I recently met with a girl named Liane who had actually been living and Au Pairing in Melbourne at the same time as me, we just never crossed paths while we were there. As it turns out, we had mutual friends in Melbourne and back home, which is how we were connected. Liane had returned home to Canada long before I did and had experienced the dreaded ‘transition’ period, which gave me someone to talk to about it. Everything she was telling me about with her experience was exactly how I was feeling and it such a relief to know I wasn’t alone. She had stopped partying and blowing her money on useless things too as she had a boyfriend back in Australia and was saving every penny to go back and see him for three months (she is there now). Meeting with Liane gave me hope that I too will overcome this transition period and figure out my own path. View Liane’s travel blog here.

I don’t want to sit and bash the small town where I grew up; after all, it is home. It shaped me into the person I am today and also pushed me to see more of the world. I do have some pretty amazing people in my life that happen to be located in and around the area, which I do make an effort to see and it is nice to be able to unpack your life a little bit. I also have travel plans in the near future, a road trip to Chicago, Illinois with a life-long friend, and a family vacation to Mexico, which is a bonus. I am currently in the process of finding my next opportunity to travel and work abroad, which I may have found but I will wait and write about it when things are official. In the meantime, I am just working my ass off to save all of my money. Even if I don’t know where I am headed or what I am going to do, I know I need to save for it. I am trying to find happiness in where I am now, living in the moment, doing things that I find fulfilling, and planning my next adventure. Just please, for the love of God, stop asking me how I feel about being home.

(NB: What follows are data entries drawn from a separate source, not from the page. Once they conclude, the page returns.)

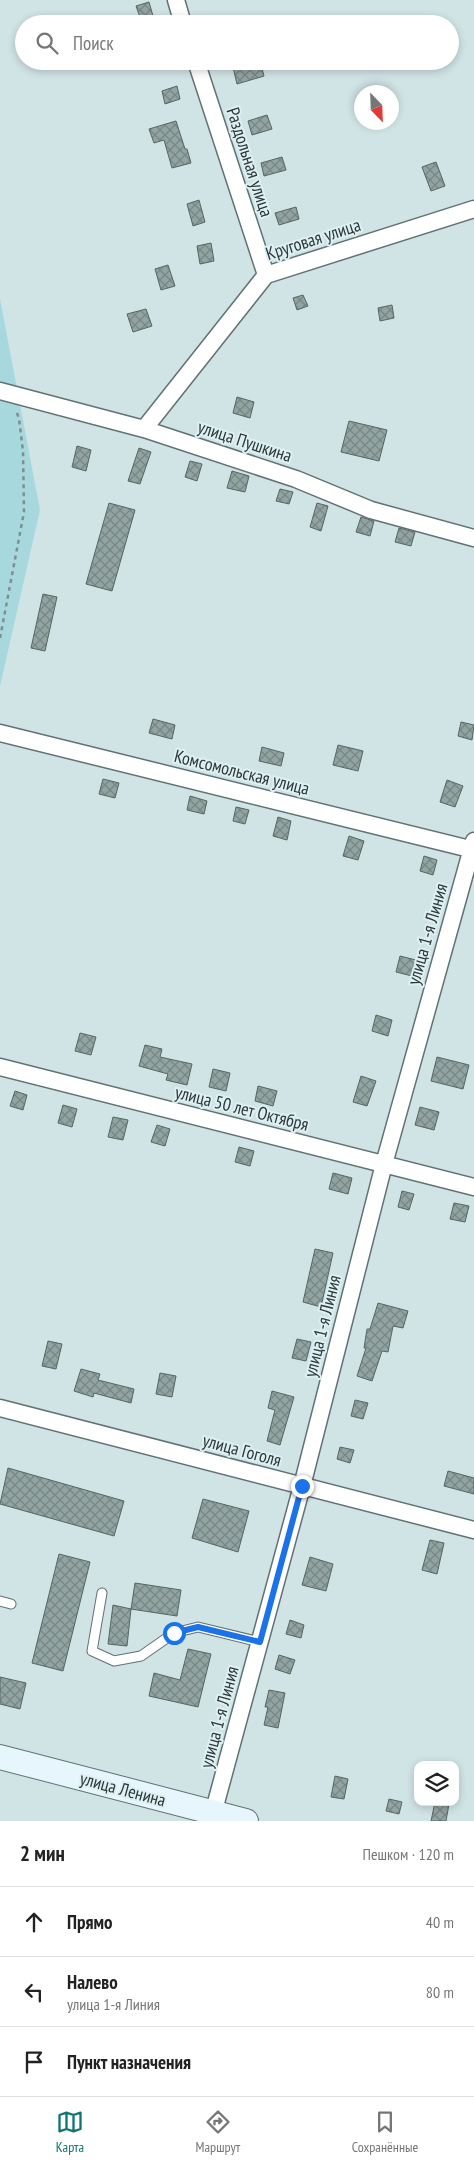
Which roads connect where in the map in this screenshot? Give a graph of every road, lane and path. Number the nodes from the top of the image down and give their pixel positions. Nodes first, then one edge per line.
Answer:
1 (176, 0) edge
2 (181, 15) edge
3 (199, 70) edge
4 (474, 209) edge
5 (266, 275) junction
6 (4, 392) edge
7 (144, 429) junction
8 (474, 538) edge
9 (0, 638) edge
10 (0, 733) edge
11 (473, 847) edge
12 (0, 1067) edge
13 (384, 1164) junction
14 (474, 1187) edge
15 (0, 1408) edge
16 (302, 1486) junction
17 (474, 1530) edge
18 (102, 1593) dead end
19 (0, 1602) edge
20 (11, 1604) dead end
21 (260, 1642) junction
22 (0, 1757) edge
23 (212, 1817) edge
24 (246, 1821) edge

1 - 2 street
3 - 5 street, Раздольная улица
4 - 5 street, Круговая улица
5 - 7 street, Круговая улица
6 - 7 street, улица Пушкина
6 - 9 path
7 - 8 street, улица Пушкина
10 - 11 street, Комсомольская улица
11 - 13 street, улица 1-я Линия
12 - 13 street, улица 50 лет Октября
13 - 14 street, улица 50 лет Октября
13 - 16 street, улица 1-я Линия
15 - 16 street, улица Гоголя
16 - 17 street, улица Гоголя
16 - 21 street, улица 1-я Линия
18 - 21 lane
19 - 20 lane
21 - 23 street, улица 1-я Линия
22 - 23 main road, улица Ленина
23 - 24 main road, улица Ленина

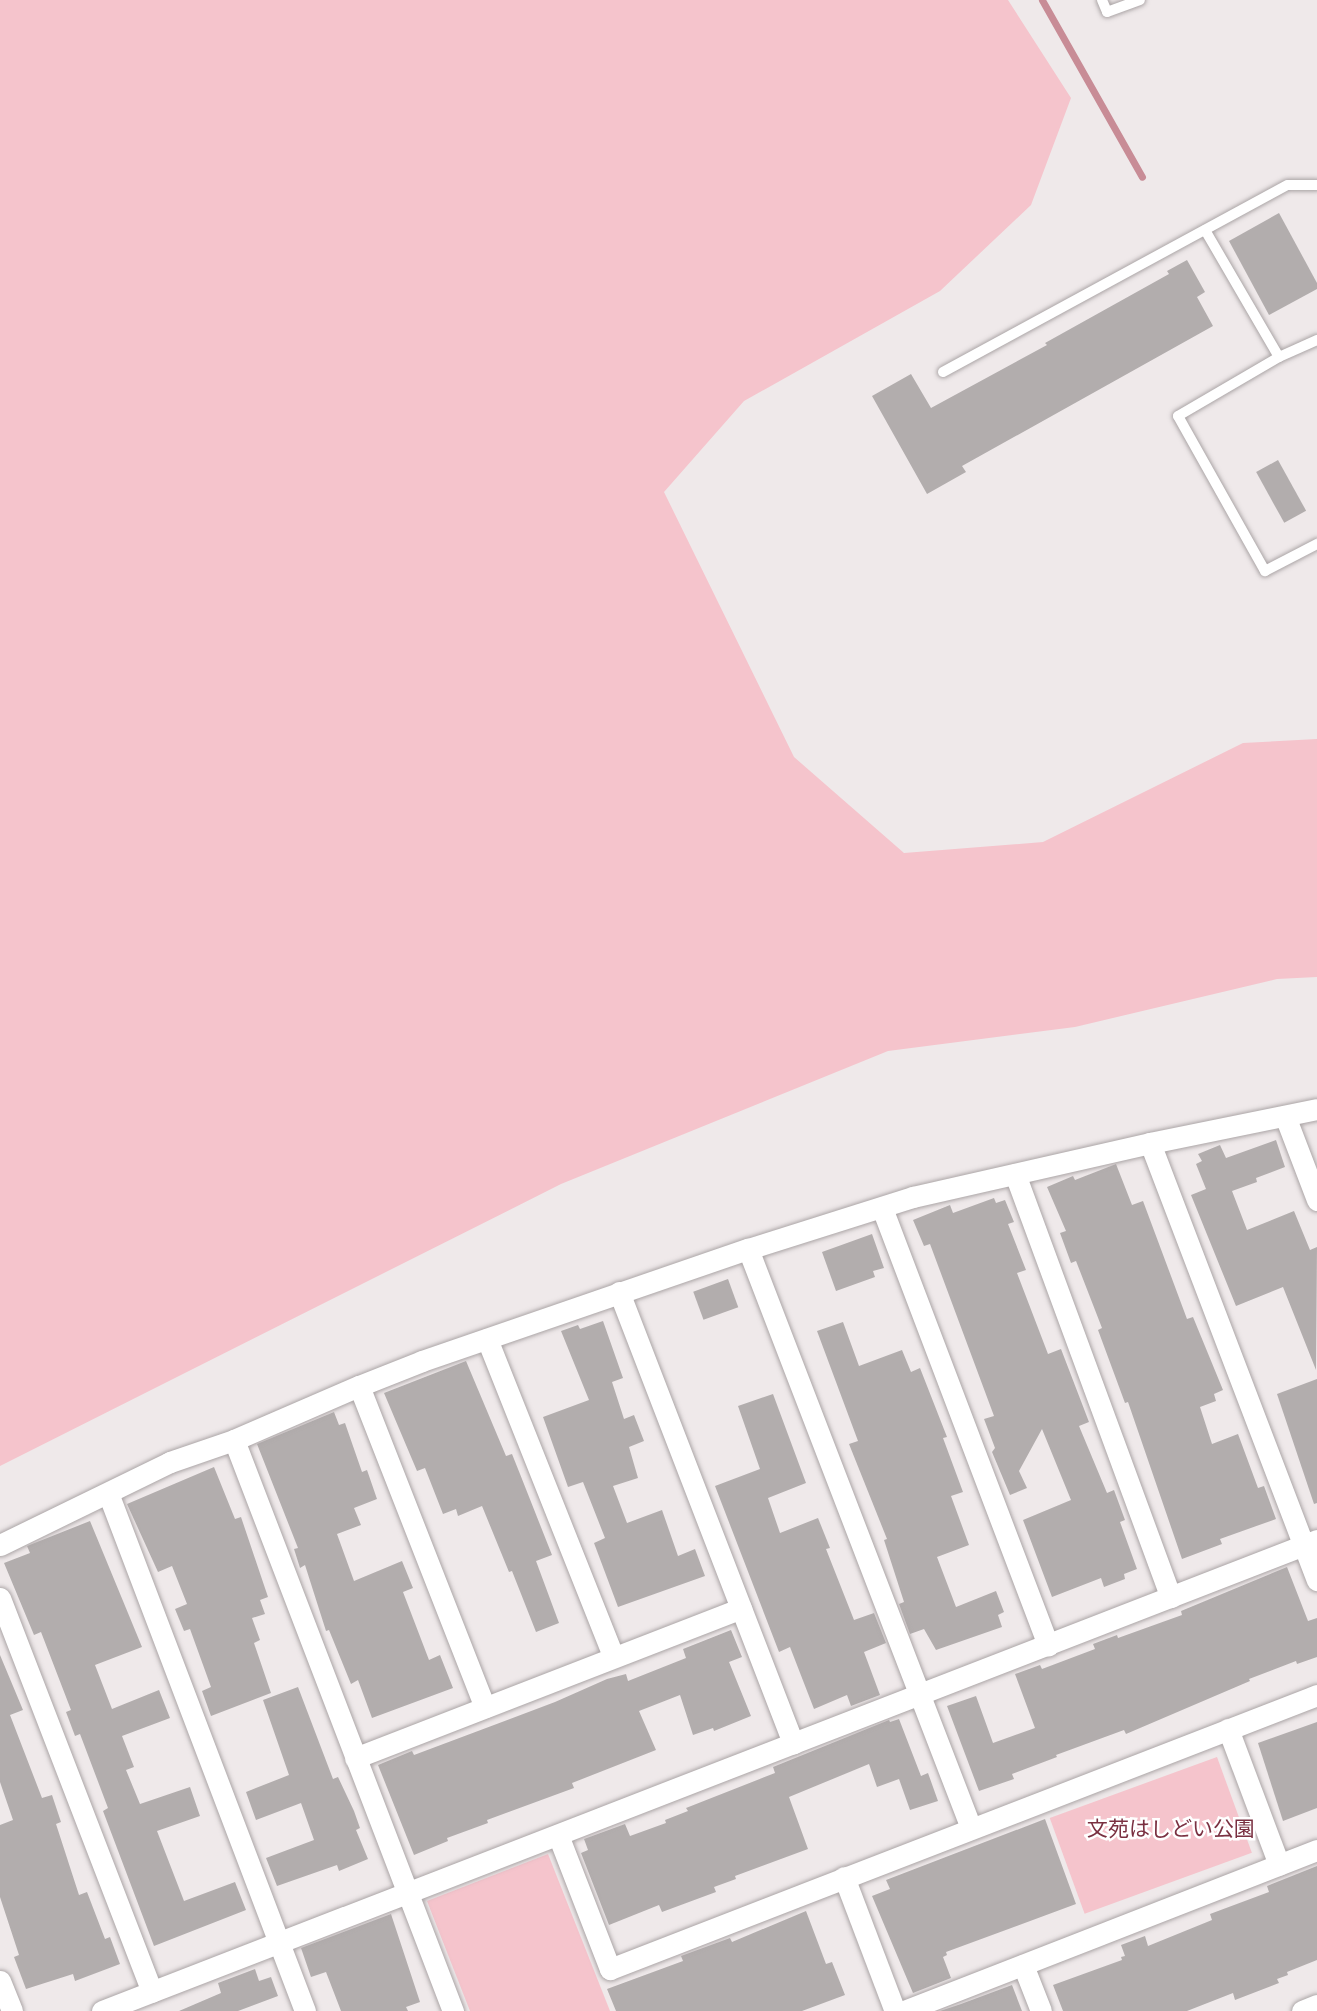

This is probably the face I make when asked how I feel about being home

This is probably the face I make when asked how I feel about being home

Reunited in Canada with my best friend Dylan (after we both spent a year in Australia)

Reunited in Canada with my best friend Dylan (after we both spent a year in Australia)

Being a tourist in Niagara-On-The-Lake... didn't even know you could see America across the river

Being a tourist in Niagara-On-The-Lake… didn’t even know you could see America across the river

Prowling at the local pumpkin patch... this is where I grew up

Prowling at the local pumpkin patch… this is where I grew up


7 thoughts on “Home? After a year abroad…

  1. Enjoying reading your blog! And I’ve been there – know exactly how you feel :/
    As soon as you travel again, you’ll come back to life :)
    I hope I never stop travelling as long as I live!!
    (And if it makes you feel any better – the weather in Melbourne sucks ass right now – no sign of Spring yet – boo!) xx

  2. Dear Amie,
    It’s easy to have these feelings after being in Australia. I suggest your next trip Afghanistan or Iraq. Then when you come home you’ll have a feeling of relief instead of feelings of regret.

    Colin Murphy
    Travel psychologist.

    • Dear Colin,

      Thank you for that… your travel psychologist skills are impeccable, especially the time you held a butter knife up to my neck at Twenty Valley after hearing about my mugging in Rio. (ps. I miss serving you Coors)


  3. It’s scary how much this mirrors my own thoughts and feelings since I have moved “home” after traveling. Great writing. It makes me feel better knowing there’s other people that feel the same. Good luck in future adventures!